WHAT THE TASK REQUIRES |
Print out the data below in full and exactly, skipping the pictures.

Stored data:
________________________________________

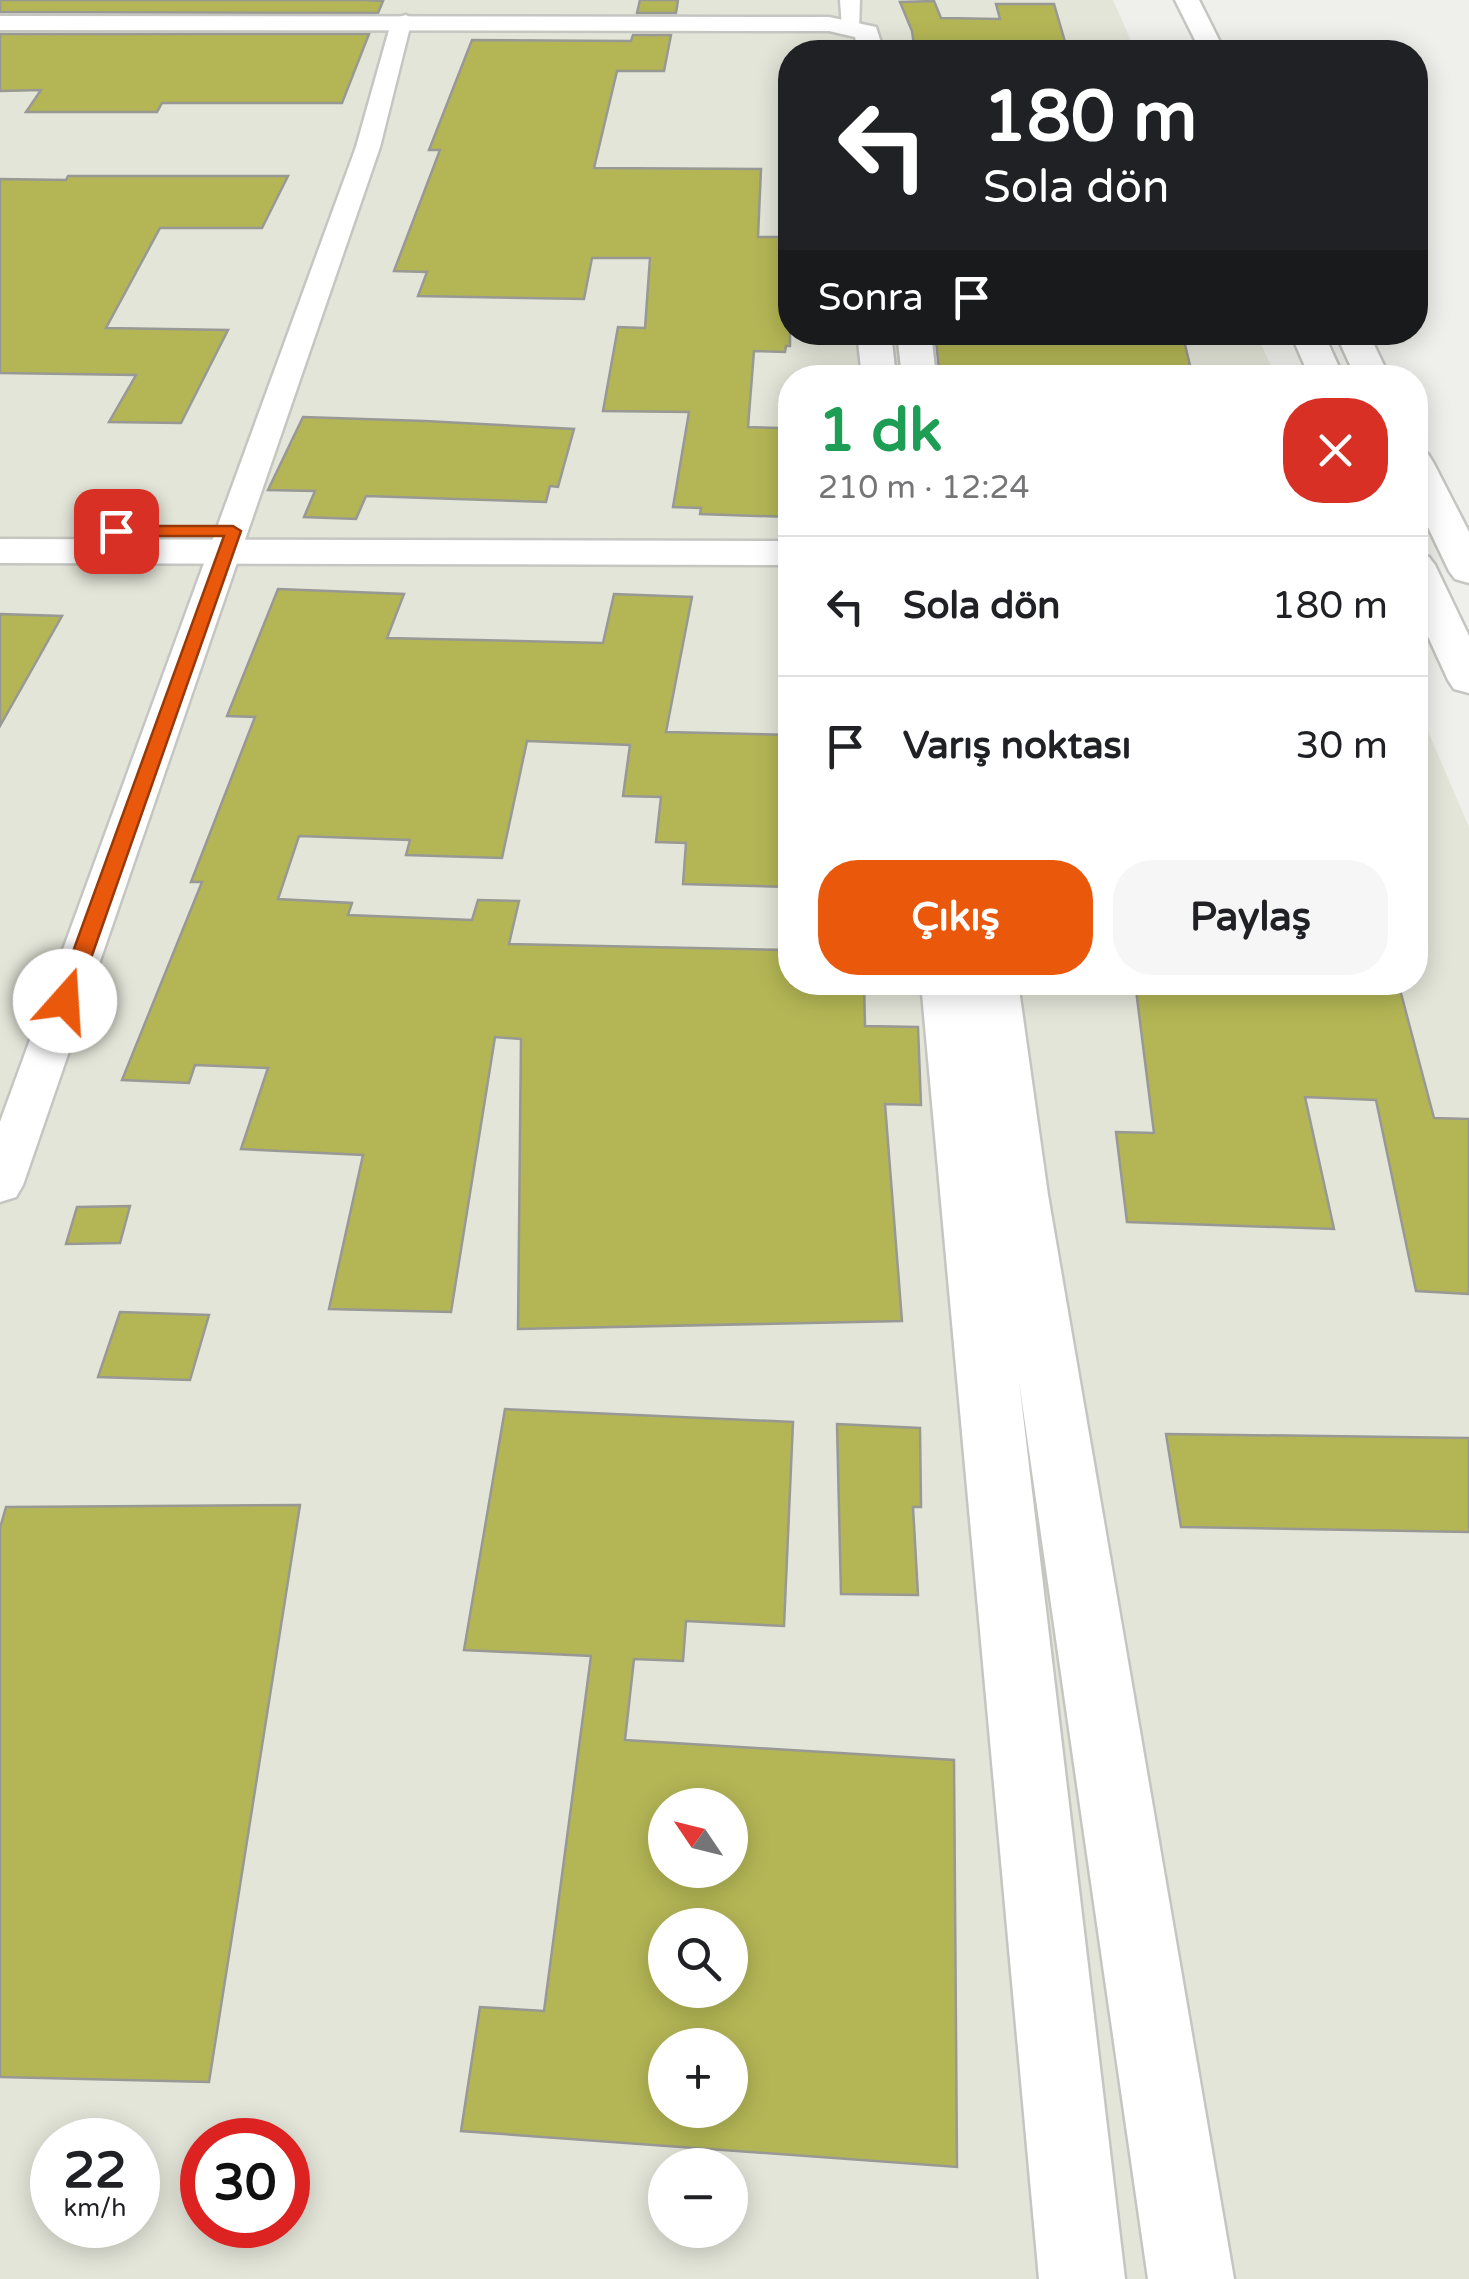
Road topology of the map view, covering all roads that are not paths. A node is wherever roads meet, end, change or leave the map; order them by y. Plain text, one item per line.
1 (850, 0) edge
2 (1187, 0) edge
3 (0, 23) edge
4 (403, 26) junction
5 (0, 32) edge
6 (849, 40) edge
7 (869, 40) edge
8 (1207, 40) edge
9 (1428, 488) edge
10 (0, 531) edge
11 (778, 532) edge
12 (230, 541) junction
13 (0, 551) edge
14 (778, 553) edge
15 (1469, 571) edge
16 (1428, 593) edge
17 (1469, 680) edge
18 (947, 995) edge
19 (995, 995) edge
20 (0, 1185) edge
21 (1082, 2279) edge
22 (1191, 2279) edge

1 - 6 street
2 - 8 main road
3 - 4 main road
4 - 5 main road
4 - 6 main road
4 - 12 street
6 - 7 main road
9 - 15 main road
10 - 12 main road
11 - 12 main road
12 - 13 main road
12 - 14 main road
12 - 20 street
16 - 17 main road
18 - 21 main road
19 - 22 main road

________________________________________

ANSWER TO THIS TASK |
Road topology of the map view, covering all roads that are not paths. A node is wherever roads meet, end, change or leave the map; order them by y. Plain text, one item per line.
1 (850, 0) edge
2 (1187, 0) edge
3 (0, 23) edge
4 (403, 26) junction
5 (0, 32) edge
6 (849, 40) edge
7 (869, 40) edge
8 (1207, 40) edge
9 (1428, 488) edge
10 (0, 531) edge
11 (778, 532) edge
12 (230, 541) junction
13 (0, 551) edge
14 (778, 553) edge
15 (1469, 571) edge
16 (1428, 593) edge
17 (1469, 680) edge
18 (947, 995) edge
19 (995, 995) edge
20 (0, 1185) edge
21 (1082, 2279) edge
22 (1191, 2279) edge

1 - 6 street
2 - 8 main road
3 - 4 main road
4 - 5 main road
4 - 6 main road
4 - 12 street
6 - 7 main road
9 - 15 main road
10 - 12 main road
11 - 12 main road
12 - 13 main road
12 - 14 main road
12 - 20 street
16 - 17 main road
18 - 21 main road
19 - 22 main road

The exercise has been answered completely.